Work order:
A faithful, word-for-word copy of the records is required, and it must contain no pictures.

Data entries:
______

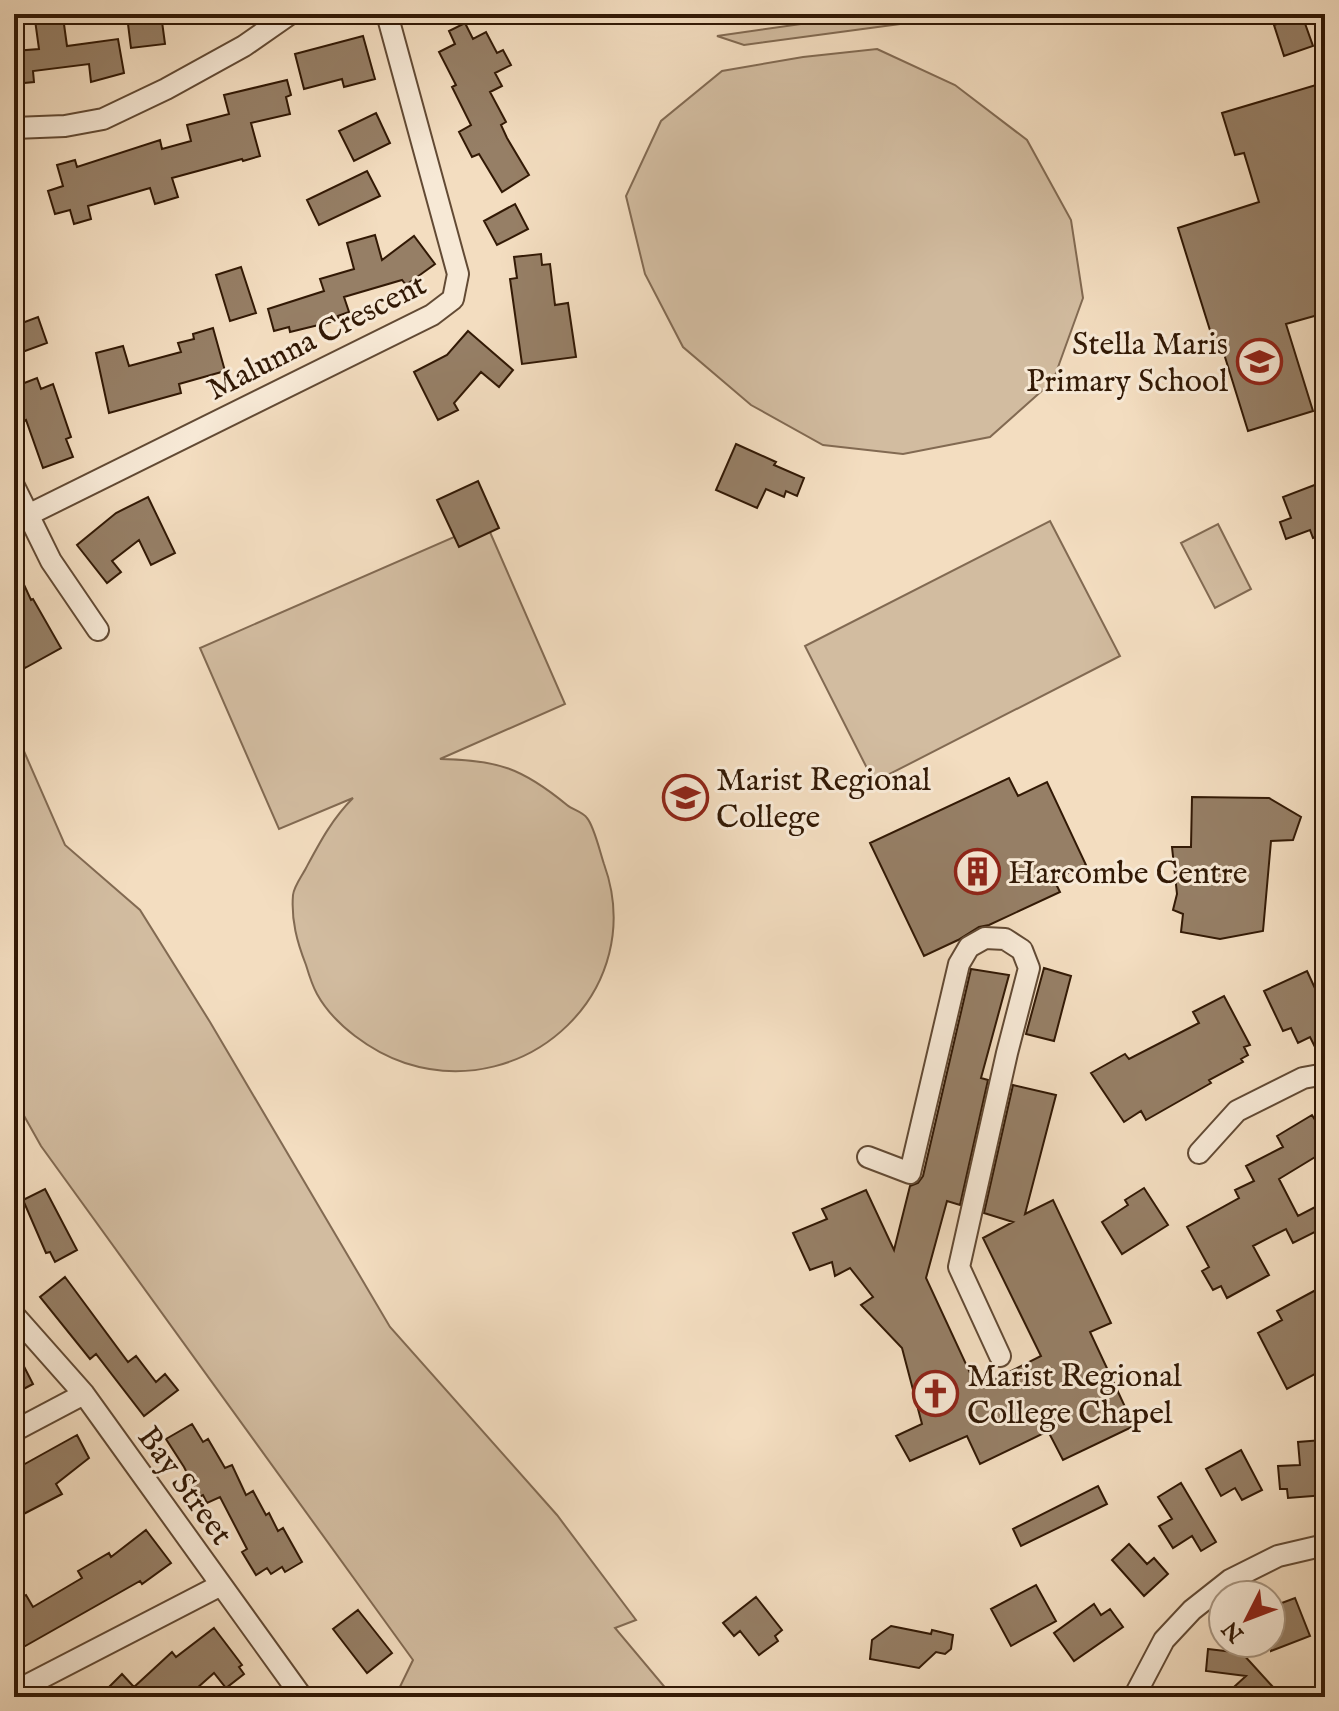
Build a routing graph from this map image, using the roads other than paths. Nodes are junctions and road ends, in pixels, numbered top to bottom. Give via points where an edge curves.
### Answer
1 (290, 14) edge
2 (387, 14) edge
3 (14, 128) edge
4 (14, 486) edge
5 (28, 515) junction
6 (98, 630) dead end
7 (1325, 1074) edge
8 (1199, 1153) dead end
9 (868, 1157) dead end
10 (14, 1315) edge
11 (1000, 1356) dead end
12 (84, 1394) junction
13 (14, 1431) edge
14 (1325, 1545) edge
15 (221, 1585) junction
16 (14, 1692) edge
17 (302, 1697) edge
18 (1134, 1697) edge

1 - 3 street via 244,46 103,119
2 - 5 street, Malunna Crescent via 458,274 453,299 432,315
4 - 5 street
5 - 6 street via 51,561
7 - 8 street via 1303,1078 1237,1111
9 - 11 street via 910,1173 959,964 969,947 985,938 1005,939 1022,950 1029,968 959,1267
10 - 12 street, Bay Street
12 - 13 street
12 - 15 street, Bay Street
14 - 18 street via 1278,1556 1230,1580 1192,1610 1164,1640
15 - 16 street
15 - 17 street, Bay Street

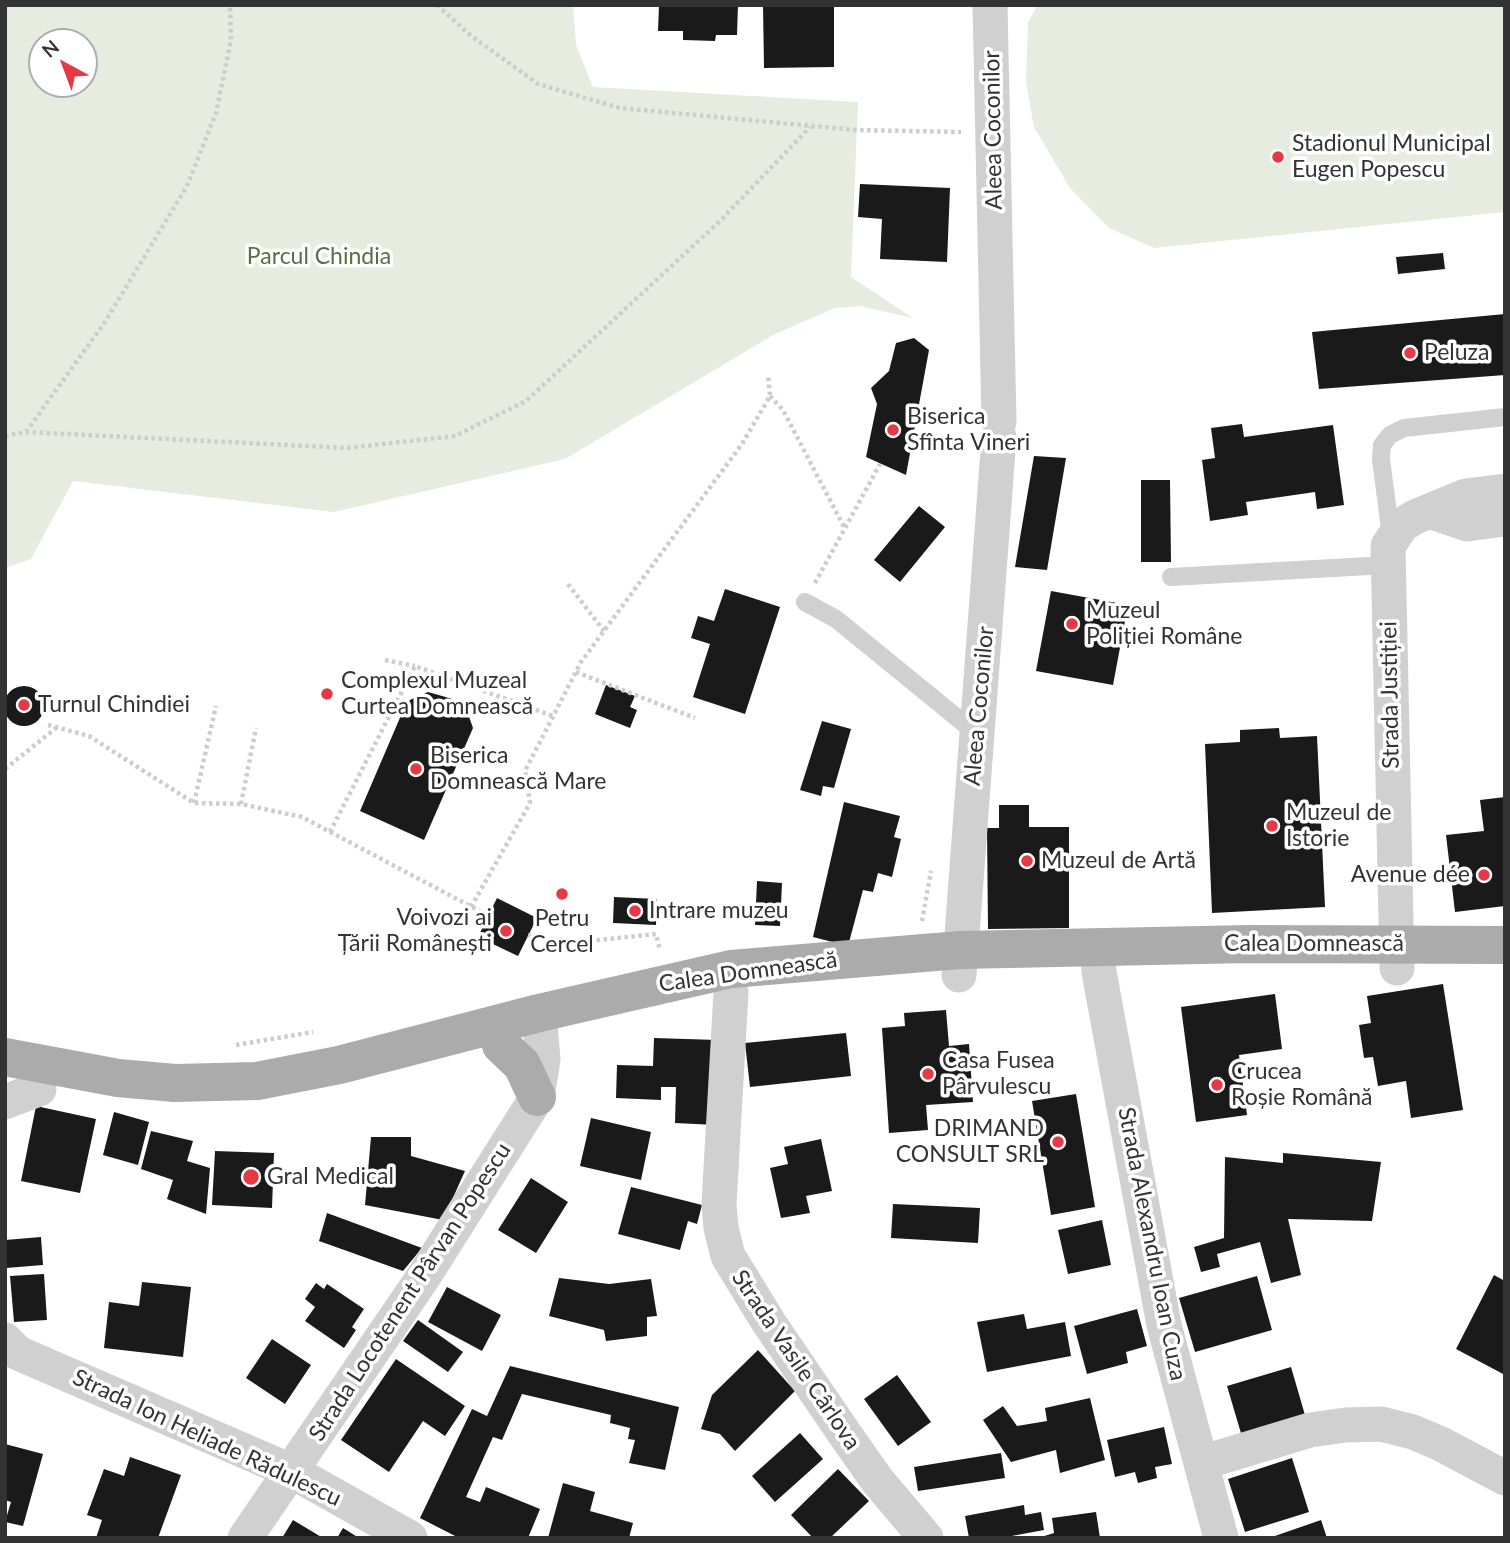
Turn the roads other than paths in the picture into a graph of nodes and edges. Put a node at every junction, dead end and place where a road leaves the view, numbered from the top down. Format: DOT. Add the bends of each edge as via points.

______

Answer below:
Build a routing graph from this map image, using the roads other than paths. Nodes are junctions and road ends, in pixels, numbered top to bottom. Give via points where an edge curves.
### Answer
1 (290, 14) edge
2 (387, 14) edge
3 (14, 128) edge
4 (14, 486) edge
5 (28, 515) junction
6 (98, 630) dead end
7 (1325, 1074) edge
8 (1199, 1153) dead end
9 (868, 1157) dead end
10 (14, 1315) edge
11 (1000, 1356) dead end
12 (84, 1394) junction
13 (14, 1431) edge
14 (1325, 1545) edge
15 (221, 1585) junction
16 (14, 1692) edge
17 (302, 1697) edge
18 (1134, 1697) edge

1 - 3 street via 244,46 103,119
2 - 5 street, Malunna Crescent via 458,274 453,299 432,315
4 - 5 street
5 - 6 street via 51,561
7 - 8 street via 1303,1078 1237,1111
9 - 11 street via 910,1173 959,964 969,947 985,938 1005,939 1022,950 1029,968 959,1267
10 - 12 street, Bay Street
12 - 13 street
12 - 15 street, Bay Street
14 - 18 street via 1278,1556 1230,1580 1192,1610 1164,1640
15 - 16 street
15 - 17 street, Bay Street

Turn the roads other than paths in the picture into a graph of nodes and edges. Put a node at every junction, dead end and place where a road leaves the view, numbered from the top down. Format: DOT. Add the bends of each edge as via points.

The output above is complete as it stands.